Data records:
□ □ □ □ □
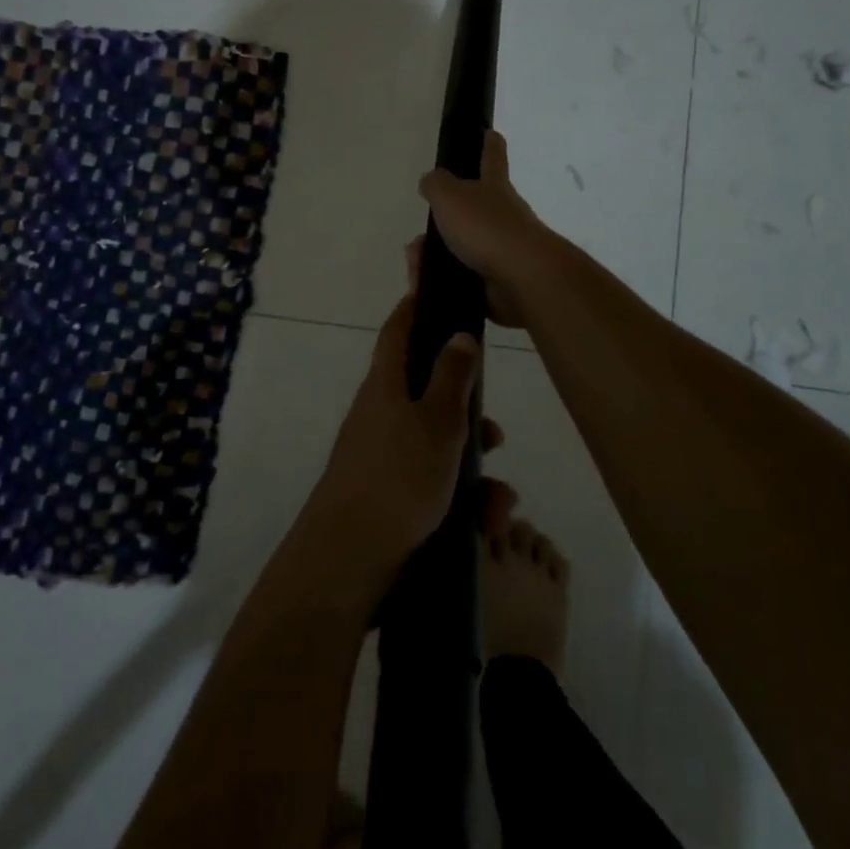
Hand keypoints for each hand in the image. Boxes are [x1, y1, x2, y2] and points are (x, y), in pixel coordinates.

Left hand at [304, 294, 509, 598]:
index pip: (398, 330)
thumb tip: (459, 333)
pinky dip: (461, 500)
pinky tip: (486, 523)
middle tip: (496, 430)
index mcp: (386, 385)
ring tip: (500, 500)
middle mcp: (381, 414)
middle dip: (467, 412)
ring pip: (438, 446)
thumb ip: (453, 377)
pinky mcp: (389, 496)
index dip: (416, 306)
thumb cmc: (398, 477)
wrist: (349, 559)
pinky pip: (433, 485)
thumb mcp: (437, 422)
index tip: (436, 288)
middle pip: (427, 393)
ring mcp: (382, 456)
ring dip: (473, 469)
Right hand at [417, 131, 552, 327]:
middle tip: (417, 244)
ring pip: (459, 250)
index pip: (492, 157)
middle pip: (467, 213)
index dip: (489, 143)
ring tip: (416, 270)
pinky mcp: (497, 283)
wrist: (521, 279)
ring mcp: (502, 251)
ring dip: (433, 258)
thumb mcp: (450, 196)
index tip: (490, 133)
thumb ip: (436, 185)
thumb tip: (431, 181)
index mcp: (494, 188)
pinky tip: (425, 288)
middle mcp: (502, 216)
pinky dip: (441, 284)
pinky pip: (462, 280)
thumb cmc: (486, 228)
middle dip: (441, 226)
□ □ □ □ □
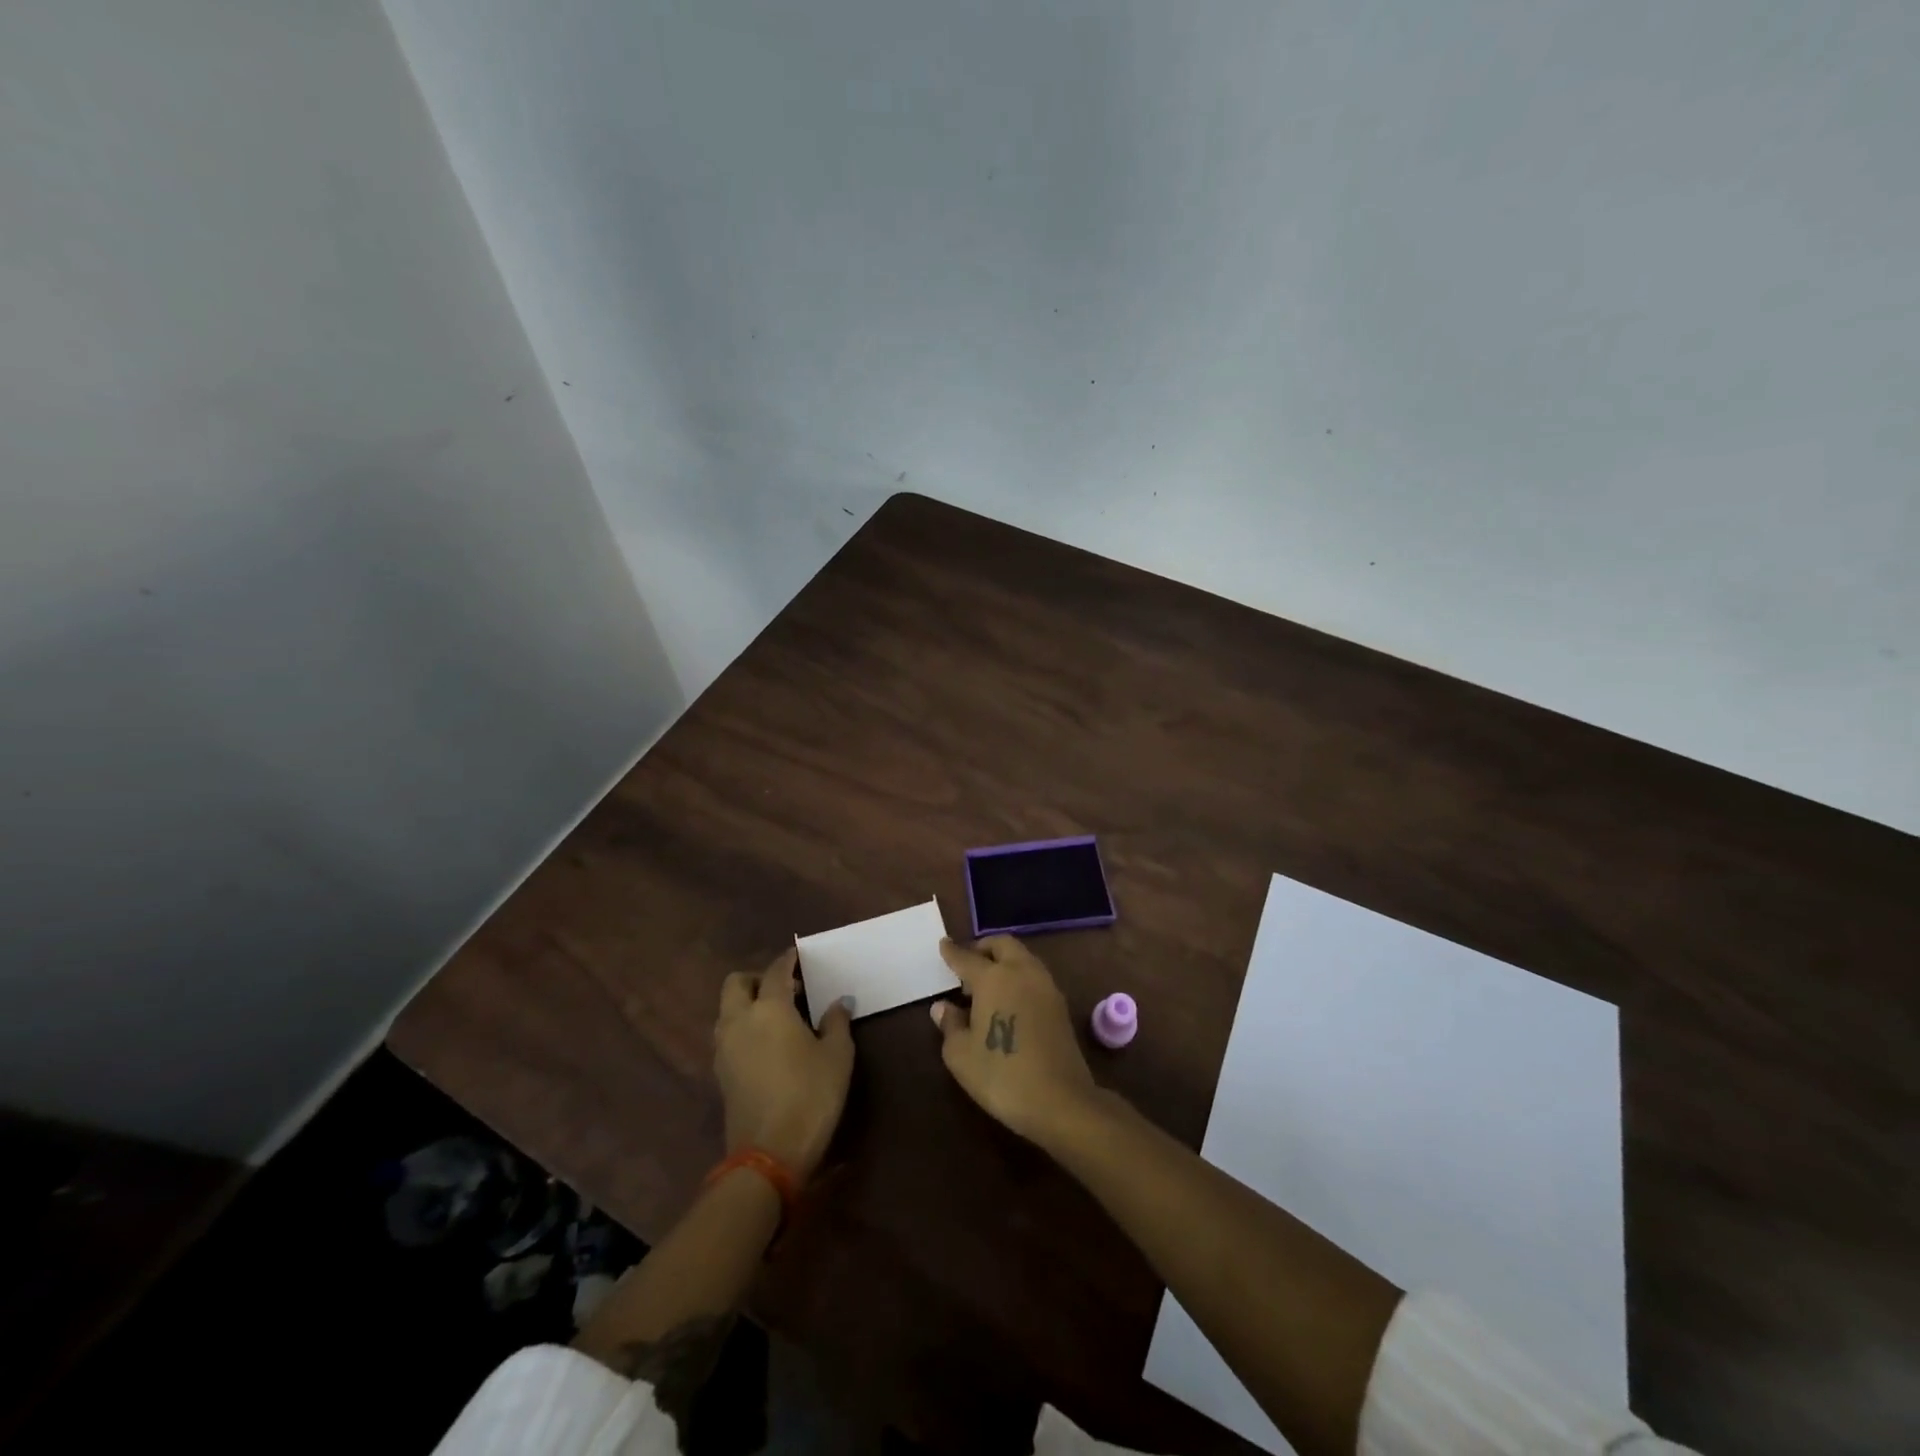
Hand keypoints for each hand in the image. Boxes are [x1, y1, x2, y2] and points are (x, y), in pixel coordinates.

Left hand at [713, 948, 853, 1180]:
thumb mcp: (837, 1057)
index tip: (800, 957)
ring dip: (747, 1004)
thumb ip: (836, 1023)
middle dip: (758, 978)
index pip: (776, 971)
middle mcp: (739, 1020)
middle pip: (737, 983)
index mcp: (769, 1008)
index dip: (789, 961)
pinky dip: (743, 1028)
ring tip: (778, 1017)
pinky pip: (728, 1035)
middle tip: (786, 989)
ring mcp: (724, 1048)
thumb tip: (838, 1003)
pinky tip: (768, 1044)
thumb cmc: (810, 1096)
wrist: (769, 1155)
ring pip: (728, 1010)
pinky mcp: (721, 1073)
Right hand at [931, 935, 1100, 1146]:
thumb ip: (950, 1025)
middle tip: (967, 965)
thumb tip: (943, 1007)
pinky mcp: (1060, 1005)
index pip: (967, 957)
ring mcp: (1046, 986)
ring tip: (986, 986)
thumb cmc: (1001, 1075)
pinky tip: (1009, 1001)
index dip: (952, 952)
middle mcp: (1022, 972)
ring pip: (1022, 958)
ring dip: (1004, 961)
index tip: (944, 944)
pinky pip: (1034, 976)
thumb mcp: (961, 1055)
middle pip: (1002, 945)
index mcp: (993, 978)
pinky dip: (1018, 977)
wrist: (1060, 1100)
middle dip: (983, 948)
□ □ □ □ □
## ASSIGNED TASK
Above are records; repeat only the lines starting at the line with "index tip: (944, 944)" and ending at the line with "middle dip: (983, 948)", exactly as they appear, both included.

## OUTPUT OF THE EXERCISE
index tip: (944, 944)
pinky pip: (1034, 976)
thumb mcp: (961, 1055)
middle pip: (1002, 945)
index mcp: (993, 978)
pinky dip: (1018, 977)
wrist: (1060, 1100)
middle dip: (983, 948)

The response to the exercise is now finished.